# [DATA SUPPLIED]
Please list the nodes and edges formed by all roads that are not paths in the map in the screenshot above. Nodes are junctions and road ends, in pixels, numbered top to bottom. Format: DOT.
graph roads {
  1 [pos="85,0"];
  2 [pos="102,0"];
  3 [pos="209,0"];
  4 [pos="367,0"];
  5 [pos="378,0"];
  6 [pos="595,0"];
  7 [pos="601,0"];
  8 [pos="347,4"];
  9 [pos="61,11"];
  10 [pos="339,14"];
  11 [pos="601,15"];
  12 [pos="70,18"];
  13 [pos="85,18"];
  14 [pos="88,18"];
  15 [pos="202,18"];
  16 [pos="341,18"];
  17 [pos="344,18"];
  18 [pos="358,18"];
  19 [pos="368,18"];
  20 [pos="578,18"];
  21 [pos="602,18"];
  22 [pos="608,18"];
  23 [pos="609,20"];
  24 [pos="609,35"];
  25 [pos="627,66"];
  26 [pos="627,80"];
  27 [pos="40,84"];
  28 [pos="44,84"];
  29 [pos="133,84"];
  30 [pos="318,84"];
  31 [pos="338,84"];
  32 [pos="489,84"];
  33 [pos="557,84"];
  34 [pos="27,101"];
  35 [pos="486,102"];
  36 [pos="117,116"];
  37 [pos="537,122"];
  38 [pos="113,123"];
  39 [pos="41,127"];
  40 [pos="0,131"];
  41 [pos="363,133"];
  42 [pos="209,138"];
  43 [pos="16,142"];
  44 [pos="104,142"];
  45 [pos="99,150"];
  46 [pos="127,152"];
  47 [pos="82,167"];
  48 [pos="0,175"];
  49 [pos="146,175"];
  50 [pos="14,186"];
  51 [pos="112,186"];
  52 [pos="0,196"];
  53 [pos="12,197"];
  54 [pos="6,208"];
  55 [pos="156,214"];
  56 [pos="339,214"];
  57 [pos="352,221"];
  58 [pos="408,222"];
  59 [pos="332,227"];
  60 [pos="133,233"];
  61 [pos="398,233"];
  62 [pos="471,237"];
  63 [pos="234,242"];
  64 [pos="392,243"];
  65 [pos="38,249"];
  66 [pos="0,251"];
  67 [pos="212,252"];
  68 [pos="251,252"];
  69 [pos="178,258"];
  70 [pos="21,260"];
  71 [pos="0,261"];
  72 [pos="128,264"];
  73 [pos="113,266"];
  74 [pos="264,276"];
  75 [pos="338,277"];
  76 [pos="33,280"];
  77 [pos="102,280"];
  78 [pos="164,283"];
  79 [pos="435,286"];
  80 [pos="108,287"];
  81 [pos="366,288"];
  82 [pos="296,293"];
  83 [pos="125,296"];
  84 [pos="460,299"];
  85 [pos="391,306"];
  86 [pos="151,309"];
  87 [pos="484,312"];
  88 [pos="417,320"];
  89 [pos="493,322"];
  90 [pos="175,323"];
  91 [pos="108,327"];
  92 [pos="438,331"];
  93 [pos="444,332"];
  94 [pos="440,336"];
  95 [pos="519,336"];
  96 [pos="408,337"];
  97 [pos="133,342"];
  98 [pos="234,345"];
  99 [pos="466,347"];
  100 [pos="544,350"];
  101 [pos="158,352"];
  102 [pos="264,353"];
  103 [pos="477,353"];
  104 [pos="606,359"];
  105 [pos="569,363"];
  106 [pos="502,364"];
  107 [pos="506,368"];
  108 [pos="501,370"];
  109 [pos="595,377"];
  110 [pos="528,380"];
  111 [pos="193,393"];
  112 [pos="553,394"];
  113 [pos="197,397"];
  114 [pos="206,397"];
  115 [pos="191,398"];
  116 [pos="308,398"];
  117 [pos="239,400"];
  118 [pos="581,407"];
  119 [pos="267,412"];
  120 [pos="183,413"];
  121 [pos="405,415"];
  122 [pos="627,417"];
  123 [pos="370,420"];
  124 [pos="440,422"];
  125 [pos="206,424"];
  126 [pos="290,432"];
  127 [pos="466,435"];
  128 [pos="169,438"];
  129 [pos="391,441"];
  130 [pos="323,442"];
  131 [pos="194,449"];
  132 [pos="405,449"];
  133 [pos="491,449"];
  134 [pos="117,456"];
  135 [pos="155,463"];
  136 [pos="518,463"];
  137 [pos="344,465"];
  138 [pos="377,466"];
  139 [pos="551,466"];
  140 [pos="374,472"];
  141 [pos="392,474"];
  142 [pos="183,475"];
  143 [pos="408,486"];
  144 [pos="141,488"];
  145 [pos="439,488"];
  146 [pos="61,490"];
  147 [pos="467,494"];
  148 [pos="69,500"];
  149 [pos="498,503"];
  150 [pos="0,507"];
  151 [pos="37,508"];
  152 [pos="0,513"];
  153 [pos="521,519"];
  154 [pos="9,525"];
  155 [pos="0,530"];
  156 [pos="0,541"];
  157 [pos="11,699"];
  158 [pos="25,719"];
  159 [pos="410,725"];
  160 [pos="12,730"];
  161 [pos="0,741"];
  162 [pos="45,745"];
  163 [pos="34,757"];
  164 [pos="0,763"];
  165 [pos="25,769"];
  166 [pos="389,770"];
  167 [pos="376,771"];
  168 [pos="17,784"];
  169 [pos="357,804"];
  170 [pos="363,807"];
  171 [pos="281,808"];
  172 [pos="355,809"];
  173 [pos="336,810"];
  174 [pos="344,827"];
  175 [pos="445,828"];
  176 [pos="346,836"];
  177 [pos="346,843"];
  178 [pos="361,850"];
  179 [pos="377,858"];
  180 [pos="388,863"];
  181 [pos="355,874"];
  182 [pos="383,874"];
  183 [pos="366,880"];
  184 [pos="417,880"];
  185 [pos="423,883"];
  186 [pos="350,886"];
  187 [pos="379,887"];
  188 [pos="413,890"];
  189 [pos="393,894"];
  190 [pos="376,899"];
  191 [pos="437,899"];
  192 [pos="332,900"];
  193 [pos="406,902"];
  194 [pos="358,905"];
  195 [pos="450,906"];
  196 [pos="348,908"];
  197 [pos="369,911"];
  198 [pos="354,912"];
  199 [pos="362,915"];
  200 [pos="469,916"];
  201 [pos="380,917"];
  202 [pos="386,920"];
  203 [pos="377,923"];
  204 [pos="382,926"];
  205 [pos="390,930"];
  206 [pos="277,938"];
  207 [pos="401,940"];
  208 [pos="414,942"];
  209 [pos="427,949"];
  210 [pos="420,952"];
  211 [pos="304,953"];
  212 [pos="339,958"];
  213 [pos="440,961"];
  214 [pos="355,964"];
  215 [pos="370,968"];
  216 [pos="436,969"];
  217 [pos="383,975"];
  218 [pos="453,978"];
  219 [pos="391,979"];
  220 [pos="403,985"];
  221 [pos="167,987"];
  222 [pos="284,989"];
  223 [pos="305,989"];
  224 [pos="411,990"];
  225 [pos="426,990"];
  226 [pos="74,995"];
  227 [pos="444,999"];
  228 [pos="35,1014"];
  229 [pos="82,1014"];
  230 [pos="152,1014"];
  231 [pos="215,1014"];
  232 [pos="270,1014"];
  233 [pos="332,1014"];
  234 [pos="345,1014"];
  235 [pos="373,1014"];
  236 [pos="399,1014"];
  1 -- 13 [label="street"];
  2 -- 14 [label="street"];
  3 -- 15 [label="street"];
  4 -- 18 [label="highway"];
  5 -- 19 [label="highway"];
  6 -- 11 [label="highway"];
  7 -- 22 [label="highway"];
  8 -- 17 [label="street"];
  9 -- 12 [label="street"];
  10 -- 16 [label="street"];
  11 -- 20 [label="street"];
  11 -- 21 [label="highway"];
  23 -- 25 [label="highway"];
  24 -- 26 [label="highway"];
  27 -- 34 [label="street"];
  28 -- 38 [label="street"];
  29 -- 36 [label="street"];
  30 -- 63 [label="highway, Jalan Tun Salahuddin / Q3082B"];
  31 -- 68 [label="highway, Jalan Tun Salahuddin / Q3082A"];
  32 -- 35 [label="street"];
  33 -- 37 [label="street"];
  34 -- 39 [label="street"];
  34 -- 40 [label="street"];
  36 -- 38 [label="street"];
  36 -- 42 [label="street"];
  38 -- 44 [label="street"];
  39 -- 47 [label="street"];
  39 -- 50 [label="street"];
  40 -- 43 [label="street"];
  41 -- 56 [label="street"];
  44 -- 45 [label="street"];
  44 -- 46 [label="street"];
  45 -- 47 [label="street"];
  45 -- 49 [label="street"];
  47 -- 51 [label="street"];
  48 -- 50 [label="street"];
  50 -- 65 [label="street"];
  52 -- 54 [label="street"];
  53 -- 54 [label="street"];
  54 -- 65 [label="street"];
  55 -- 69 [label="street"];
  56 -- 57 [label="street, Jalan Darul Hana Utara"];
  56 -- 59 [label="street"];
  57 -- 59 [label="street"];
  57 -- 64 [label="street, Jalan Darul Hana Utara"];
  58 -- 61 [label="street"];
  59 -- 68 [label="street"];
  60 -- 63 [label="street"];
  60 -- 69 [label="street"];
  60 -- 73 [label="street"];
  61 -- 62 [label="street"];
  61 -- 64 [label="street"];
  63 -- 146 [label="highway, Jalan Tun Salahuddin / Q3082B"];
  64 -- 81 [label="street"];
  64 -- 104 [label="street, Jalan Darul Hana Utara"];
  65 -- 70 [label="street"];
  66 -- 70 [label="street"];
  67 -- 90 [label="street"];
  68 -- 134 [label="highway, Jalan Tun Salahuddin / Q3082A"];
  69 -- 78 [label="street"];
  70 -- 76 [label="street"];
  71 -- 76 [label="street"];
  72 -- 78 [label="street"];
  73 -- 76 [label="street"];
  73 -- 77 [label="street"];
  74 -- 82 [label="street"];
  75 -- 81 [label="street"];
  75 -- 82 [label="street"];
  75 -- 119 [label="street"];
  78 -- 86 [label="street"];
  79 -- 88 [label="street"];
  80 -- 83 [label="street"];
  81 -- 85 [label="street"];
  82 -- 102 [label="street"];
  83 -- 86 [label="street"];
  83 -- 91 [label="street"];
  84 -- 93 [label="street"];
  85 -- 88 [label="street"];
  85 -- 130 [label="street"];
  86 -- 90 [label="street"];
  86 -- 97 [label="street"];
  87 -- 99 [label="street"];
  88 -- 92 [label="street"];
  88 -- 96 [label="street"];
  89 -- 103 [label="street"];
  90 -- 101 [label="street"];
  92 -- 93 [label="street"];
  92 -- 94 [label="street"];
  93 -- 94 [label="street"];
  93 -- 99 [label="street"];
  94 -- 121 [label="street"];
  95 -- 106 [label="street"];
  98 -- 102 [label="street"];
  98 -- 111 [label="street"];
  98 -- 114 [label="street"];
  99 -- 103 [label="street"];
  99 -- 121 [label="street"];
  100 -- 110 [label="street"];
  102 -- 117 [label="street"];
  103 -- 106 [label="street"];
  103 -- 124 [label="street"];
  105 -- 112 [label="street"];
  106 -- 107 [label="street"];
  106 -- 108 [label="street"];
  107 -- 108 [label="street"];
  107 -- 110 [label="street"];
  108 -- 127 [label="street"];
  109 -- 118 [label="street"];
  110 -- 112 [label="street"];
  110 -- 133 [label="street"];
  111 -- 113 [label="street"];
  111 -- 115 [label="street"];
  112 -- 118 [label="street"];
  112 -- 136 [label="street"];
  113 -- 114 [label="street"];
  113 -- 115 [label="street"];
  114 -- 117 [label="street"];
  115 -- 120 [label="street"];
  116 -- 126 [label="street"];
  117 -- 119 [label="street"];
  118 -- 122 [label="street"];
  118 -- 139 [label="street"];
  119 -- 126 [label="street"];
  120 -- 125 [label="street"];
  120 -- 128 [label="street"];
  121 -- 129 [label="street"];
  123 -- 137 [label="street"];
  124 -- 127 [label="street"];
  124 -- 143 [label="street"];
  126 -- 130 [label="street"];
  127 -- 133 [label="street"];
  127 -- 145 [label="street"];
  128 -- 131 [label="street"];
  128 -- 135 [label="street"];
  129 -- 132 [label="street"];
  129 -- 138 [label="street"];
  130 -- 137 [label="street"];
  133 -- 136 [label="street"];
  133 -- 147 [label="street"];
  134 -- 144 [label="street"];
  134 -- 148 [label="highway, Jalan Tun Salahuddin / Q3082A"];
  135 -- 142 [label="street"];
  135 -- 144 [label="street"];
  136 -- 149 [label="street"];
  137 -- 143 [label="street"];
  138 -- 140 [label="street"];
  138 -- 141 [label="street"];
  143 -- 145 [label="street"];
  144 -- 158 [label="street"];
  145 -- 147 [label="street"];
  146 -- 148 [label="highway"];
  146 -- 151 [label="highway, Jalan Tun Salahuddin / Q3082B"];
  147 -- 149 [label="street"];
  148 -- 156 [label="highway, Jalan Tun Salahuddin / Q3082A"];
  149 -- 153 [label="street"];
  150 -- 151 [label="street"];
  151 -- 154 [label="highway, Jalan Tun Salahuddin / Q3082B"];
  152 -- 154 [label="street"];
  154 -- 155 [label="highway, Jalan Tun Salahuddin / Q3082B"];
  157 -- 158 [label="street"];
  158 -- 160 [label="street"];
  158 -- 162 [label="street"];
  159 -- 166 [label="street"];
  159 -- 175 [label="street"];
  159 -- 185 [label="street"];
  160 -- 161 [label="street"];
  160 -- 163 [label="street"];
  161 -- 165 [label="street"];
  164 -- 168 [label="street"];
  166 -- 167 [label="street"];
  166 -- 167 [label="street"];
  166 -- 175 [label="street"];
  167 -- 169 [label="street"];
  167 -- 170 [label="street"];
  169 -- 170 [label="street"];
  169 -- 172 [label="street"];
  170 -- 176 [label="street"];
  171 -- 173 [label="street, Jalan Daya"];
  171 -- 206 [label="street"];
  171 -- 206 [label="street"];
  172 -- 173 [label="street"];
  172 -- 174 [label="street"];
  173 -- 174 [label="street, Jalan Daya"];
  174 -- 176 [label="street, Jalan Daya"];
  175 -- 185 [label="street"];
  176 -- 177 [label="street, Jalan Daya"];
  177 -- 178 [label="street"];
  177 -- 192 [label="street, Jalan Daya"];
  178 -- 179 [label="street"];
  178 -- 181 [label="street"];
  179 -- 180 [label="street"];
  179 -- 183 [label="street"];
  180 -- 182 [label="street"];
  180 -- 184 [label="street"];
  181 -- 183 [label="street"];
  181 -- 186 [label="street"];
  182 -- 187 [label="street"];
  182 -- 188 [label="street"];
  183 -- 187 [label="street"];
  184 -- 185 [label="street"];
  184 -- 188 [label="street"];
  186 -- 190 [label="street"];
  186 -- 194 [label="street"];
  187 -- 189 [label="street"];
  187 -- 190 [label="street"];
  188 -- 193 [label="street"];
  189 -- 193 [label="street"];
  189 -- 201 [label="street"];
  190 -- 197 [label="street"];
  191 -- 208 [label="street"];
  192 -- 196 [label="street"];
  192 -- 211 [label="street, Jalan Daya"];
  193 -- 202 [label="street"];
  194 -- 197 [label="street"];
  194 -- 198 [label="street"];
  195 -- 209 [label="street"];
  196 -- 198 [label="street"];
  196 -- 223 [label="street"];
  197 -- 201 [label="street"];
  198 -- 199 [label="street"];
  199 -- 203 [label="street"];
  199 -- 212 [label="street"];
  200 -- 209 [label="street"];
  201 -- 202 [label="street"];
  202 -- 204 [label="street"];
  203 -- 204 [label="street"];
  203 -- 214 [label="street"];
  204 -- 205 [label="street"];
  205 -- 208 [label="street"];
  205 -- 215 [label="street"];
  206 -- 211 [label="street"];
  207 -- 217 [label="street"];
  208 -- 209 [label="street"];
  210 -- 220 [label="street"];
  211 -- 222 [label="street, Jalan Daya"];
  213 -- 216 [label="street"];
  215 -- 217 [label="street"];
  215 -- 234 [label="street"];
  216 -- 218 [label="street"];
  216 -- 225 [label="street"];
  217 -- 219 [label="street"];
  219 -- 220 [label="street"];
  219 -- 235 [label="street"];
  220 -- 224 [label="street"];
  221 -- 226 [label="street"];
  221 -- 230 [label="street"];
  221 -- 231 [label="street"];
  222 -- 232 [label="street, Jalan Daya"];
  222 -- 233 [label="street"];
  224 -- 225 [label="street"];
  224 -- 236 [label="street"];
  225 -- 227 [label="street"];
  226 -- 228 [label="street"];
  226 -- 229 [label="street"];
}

# [PROBLEM TO SOLVE]
Before answering, count every line of the data that holds the word "roads"; the reply is that number only.

# [TASK RESPONSE]
2